Battery life: If you need to pump for more than 1.5 hrs then you'd better rethink your position.
A bag of sugar is about the same weight and size of the whole package (pump and battery pack). If you can't find room for a bag of sugar in your boat, then . . . .?
As the pump may fail or the battery may die, a hand pump will always he stowed on board as well.
Pump 500 GPH Johnson- 20.00
Battery Single Lead Acid (SLA) 12 volt 4 ah - Free (already on hand)
Reed switch 6.00
Pelican case - Free (first prize in Safety Race)
Check Valve: 7.00
Suction cups: 15.00
Thru-full fitting: 3.00
Misc fittings and sundry items: 20.00
I'll admit that I relied heavily on the ideas of others to complete this project. I referred to Gnarlydog's blog entry quite extensively.
In order to use the Pelican box I already had, I needed to remove the rubber liner so that the battery could fit, When you remove the liner you also remove the rubber seal. I had to make another seal out of neoprene I had lying around. It is self adhesive so I just cut a thin strip and set it around the lip of the box. Voila!!!
|Waterproof testing the Pelican box.|
One of the big problems experienced by others is the corroding of switches. Even waterproof ones had a habit of dying after a time in the marine environment. I decided to go with the magnetic switch. It simply required a reed switch (6.00) and magnetic "button" made out of a chair leg cap and a pair of rare earth magnets.

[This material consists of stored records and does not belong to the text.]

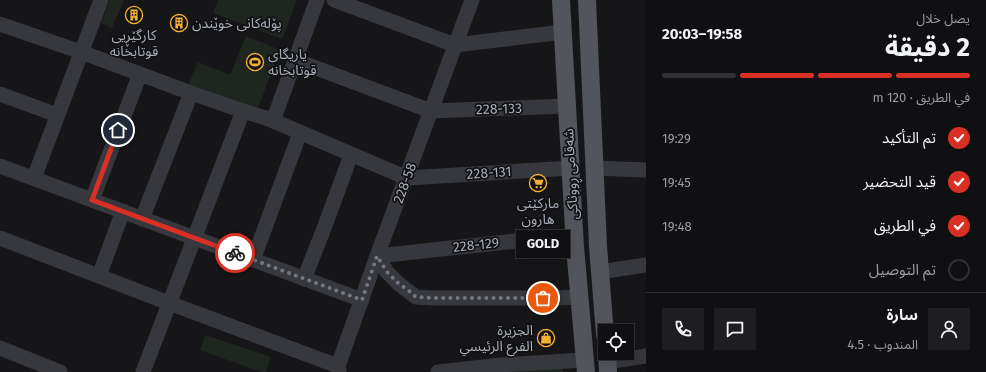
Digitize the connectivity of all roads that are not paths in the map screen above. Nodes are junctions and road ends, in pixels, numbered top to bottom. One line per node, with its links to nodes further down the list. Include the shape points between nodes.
1 (101, 0): 10 (street)
2 (317, 0): 11 (street)
3 (334, 0): 9 (street)
4 (472, 0): 9 (street, 228-58)
5 (561, 0): 8 (main road, شەقامی ڕووناکی)
6 (587, 0): 24 (main road, شەقامی ڕووناکی)
7 (0, 24): 10 (street)
8 (562, 32): 9 (street); 15 (main road, شەقامی ڕووناکی)
9 (455, 45): 17 (street, 228-58)
10 (81, 52): 12 (street); 18 (street)
11 (295, 60): 17 (street); 19 (street)
12 (140, 74): 13 (street); 28 (street)
13 (191, 93): 16 (street); 30 (street)
14 (0, 94): 18 (street)
15 (567, 106): 17 (street, 228-133); 23 (main road, شەقامی ڕووناکی)
16 (243, 111): 19 (street); 32 (street)
17 (431, 111): 27 (street, 228-58)
18 (57, 115): 26 (street)
19 (273, 121): 20 (street)
20 (300, 132): 21 (street); 36 (street)
21 (351, 154): 27 (street); 40 (street)
22 (0, 166): 26 (street)
23 (570, 168): 27 (street, 228-131); 33 (main road, شەقامی ڕووناکی)
24 (594, 168): 25 (street); 34 (main road, شەقامی ڕووناکی)
25 (646, 170)
26 (34, 178): 28 (street)
27 (407, 178): 35 (street, 228-58)
28 (92, 200): 29 (street)
29 (123, 211): 30 (street); 39 (street)
30 (142, 219): 32 (street)
31 (0, 238): 39 (street)
32 (194, 238): 36 (street); 43 (street)
33 (575, 241): 34 (main road); 35 (street, 228-129, via 553,237); 41 (main road, شەقامی ڕووناکی)
34 (598, 246): 38 (main road, شەقامی ڕووناکی)
35 (377, 256): 41 (street, via 387,272 416,297); 42 (street, 228-58)
36 (253, 260): 40 (street)
37 (646, 265): 38 (street)
38 (600, 272): 44 (main road, شەقامی ڕووناکی)
39 (99, 276): 43 (street)
40 (304, 279): 42 (street)
41 (579, 297): 48 (main road, شەقامی ڕووناکی)
42 (362, 300): 49 (street, 228-58)
43 (169, 303): 49 (street); 52 (street)
44 (604, 324)
45 (0, 348): 51 (street)
46 (646, 356): 47 (street)
47 (607, 362)
48 (585, 366): 50 (street)
49 (338, 369)
50 (501, 369): 53 (street)
51 (60, 372)
52 (143, 372)
53 (438, 372)

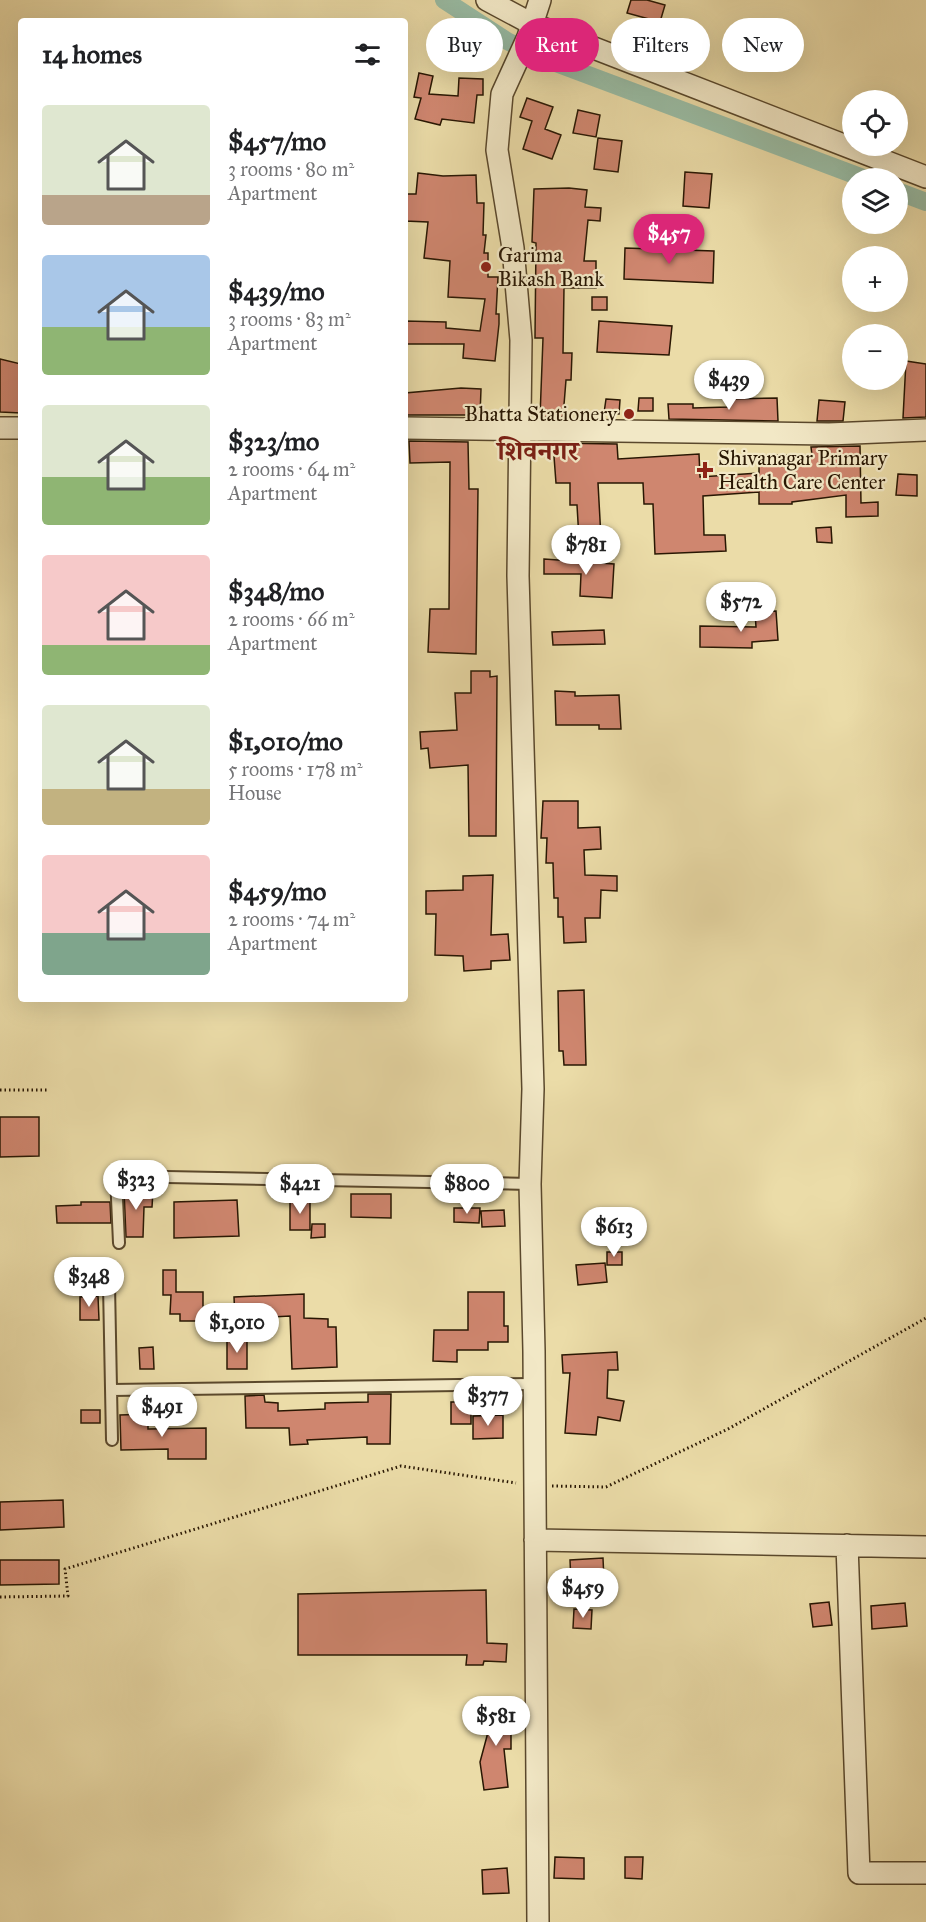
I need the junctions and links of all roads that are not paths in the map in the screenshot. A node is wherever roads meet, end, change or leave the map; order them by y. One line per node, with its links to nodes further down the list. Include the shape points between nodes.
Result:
1 (487, 0): 4 (street)
2 (540, 0): 3 (street)
3 (534, 18)
4 (515, 20)
5 (599, 56): 7 (street)
6 (515, 63): 11 (street, via 502,94 497,150 513,248 521,340)
7 (926, 177)
8 (0, 428): 9 (street)
9 (18, 428)
10 (408, 428): 11 (street)
11 (520, 428): 12 (street, via 829,434); 13 (street, via 518,576 533,1089)
12 (926, 430)
13 (530, 1184): 14 (lane, via 116,1176); 16 (street)
14 (119, 1243)
15 (109, 1285): 17 (lane)
16 (534, 1384): 17 (lane); 19 (street)
17 (111, 1390): 18 (lane)
18 (112, 1440)
19 (535, 1540): 20 (street); 23 (street)
20 (847, 1545): 21 (street); 22 (street, via 859,1873)
21 (926, 1546)
22 (926, 1873)
23 (538, 1922)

A reed switch is a tiny switch that relies on magnetism to activate it. The magnet moves the small reed inside and closes the circuit. The trick is to encase the switch in epoxy to make it waterproof. I took a piece of rubber tubing cut down the middle. I placed the switch in the tubing and poured in the epoxy. The naturally occurring flat spot on top is great when you have to affix the switch to underside of the deck.

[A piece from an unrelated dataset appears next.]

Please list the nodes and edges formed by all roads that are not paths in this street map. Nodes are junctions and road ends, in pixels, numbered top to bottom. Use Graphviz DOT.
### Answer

|Reed switch encased in epoxy.|
A reed switch is not powerful enough to power the pump, so you need to put a relay into the mix.

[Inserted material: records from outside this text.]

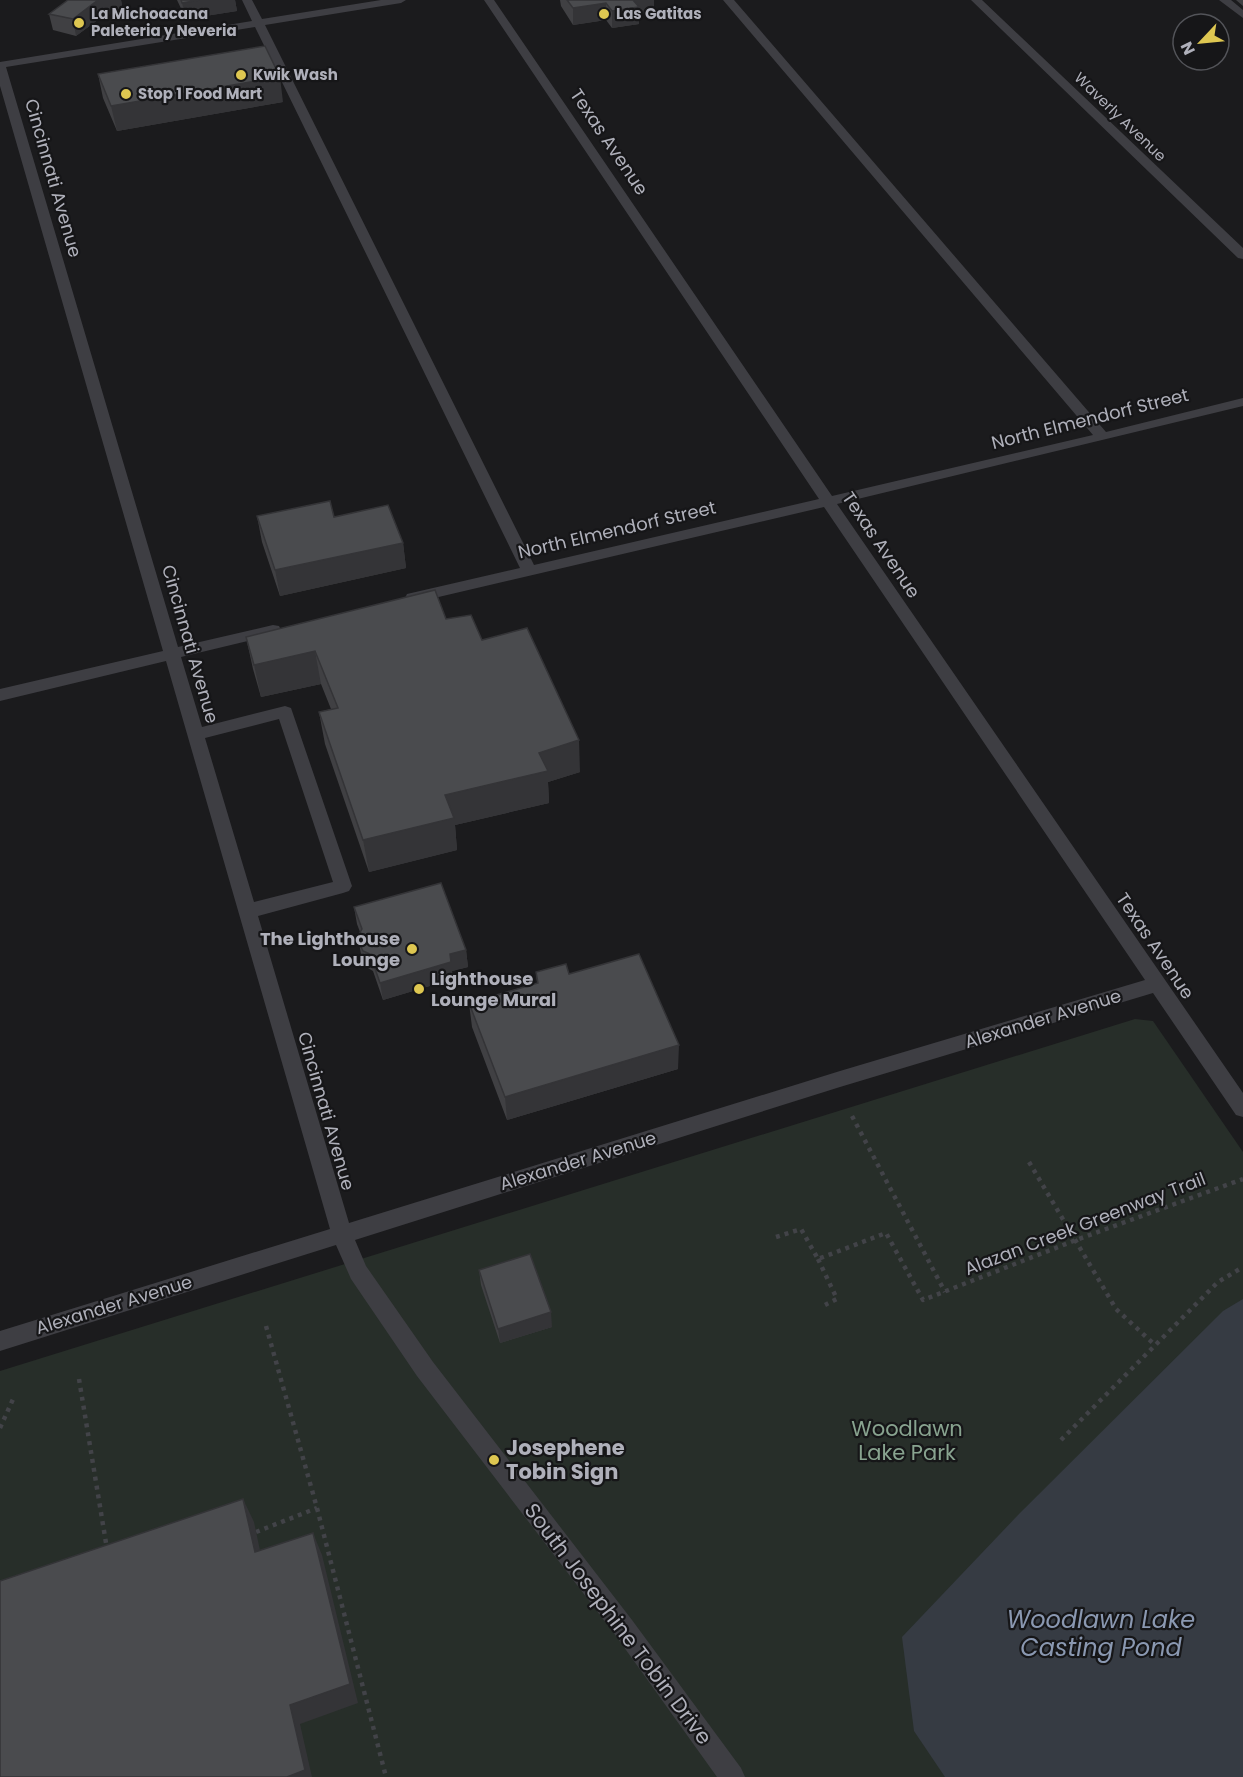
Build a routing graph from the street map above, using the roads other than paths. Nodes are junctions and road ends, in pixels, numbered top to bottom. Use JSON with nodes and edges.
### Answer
{"nodes":[{"id":1,"x":247,"y":0,"type":"edge"},
{"id":2,"x":401,"y":0,"type":"edge"},
{"id":3,"x":489,"y":0,"type":"edge"},
{"id":4,"x":728,"y":0,"type":"edge"},
{"id":5,"x":976,"y":0,"type":"edge"},
{"id":6,"x":1224,"y":0,"type":"edge"},
{"id":7,"x":1243,"y":15,"type":"edge"},
{"id":8,"x":258,"y":23,"type":"junction"},
{"id":9,"x":0,"y":66,"type":"edge"},
{"id":10,"x":1243,"y":255,"type":"edge"},
{"id":11,"x":1243,"y":402,"type":"edge"},
{"id":12,"x":1102,"y":437,"type":"junction"},
{"id":13,"x":828,"y":501,"type":"junction"},
{"id":14,"x":529,"y":571,"type":"junction"},
{"id":15,"x":394,"y":602,"type":"edge"},
{"id":16,"x":293,"y":626,"type":"edge"},
{"id":17,"x":173,"y":654,"type":"junction"},
{"id":18,"x":0,"y":695,"type":"edge"},
{"id":19,"x":196,"y":734,"type":"junction"},
{"id":20,"x":248,"y":911,"type":"junction"},
{"id":21,"x":1157,"y":984,"type":"junction"},
{"id":22,"x":1243,"y":1110,"type":"edge"},
{"id":23,"x":342,"y":1234,"type":"junction"},
{"id":24,"x":0,"y":1341,"type":"edge"},
{"id":25,"x":732,"y":1777,"type":"edge"}],
"edges":[{"from":1,"to":8,"type":"street"},
{"from":2,"to":8,"type":"street"},
{"from":3,"to":13,"type":"street","name":"Texas Avenue"},
{"from":4,"to":12,"type":"street"},
{"from":5,"to":10,"type":"street","name":"Waverly Avenue"},
{"from":6,"to":7,"type":"street"},
{"from":8,"to":9,"type":"street"},
{"from":8,"to":14,"type":"street"},
{"from":9,"to":17,"type":"street","name":"Cincinnati Avenue"},
{"from":11,"to":12,"type":"street","name":"North Elmendorf Street"},
{"from":12,"to":13,"type":"street","name":"North Elmendorf Street"},
{"from":13,"to":14,"type":"street","name":"North Elmendorf Street"},
{"from":13,"to":21,"type":"street","name":"Texas Avenue"},
{"from":14,"to":15,"type":"street","name":"North Elmendorf Street"},
{"from":16,"to":17,"type":"street"},
{"from":17,"to":18,"type":"street"},
{"from":17,"to":19,"type":"street","name":"Cincinnati Avenue"},
{"from":19,"to":20,"type":"street","name":"Cincinnati Avenue"},
{"from":19,"to":20,"type":"street"},
{"from":20,"to":23,"type":"street","name":"Cincinnati Avenue"},
{"from":21,"to":22,"type":"street","name":"Texas Avenue"},
{"from":21,"to":23,"type":"street","name":"Alexander Avenue"},
{"from":23,"to":24,"type":"street","name":"Alexander Avenue"},
{"from":23,"to":25,"type":"street","name":"South Josephine Tobin Drive"}]}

|Battery, fuse and relay wired in.|
The magnetic button is simply a chair leg cap with rare earth magnets. To hold the magnets in place you need to pour epoxy in around them. I left the magnets just slightly below the surface of the epoxy to provide protection from the salt water.
|Switch button prior to pouring in the epoxy.|
As my back deck is very low and often awash, I was concerned that the outlet would let in a lot of water = very dangerous. I found a check valve at Canadian Tire, It was intended for larger pipes so I had to step down the size to fit my 3/4' tubing. This valve is very free flowing yet jams air/water tight once the flow reverses.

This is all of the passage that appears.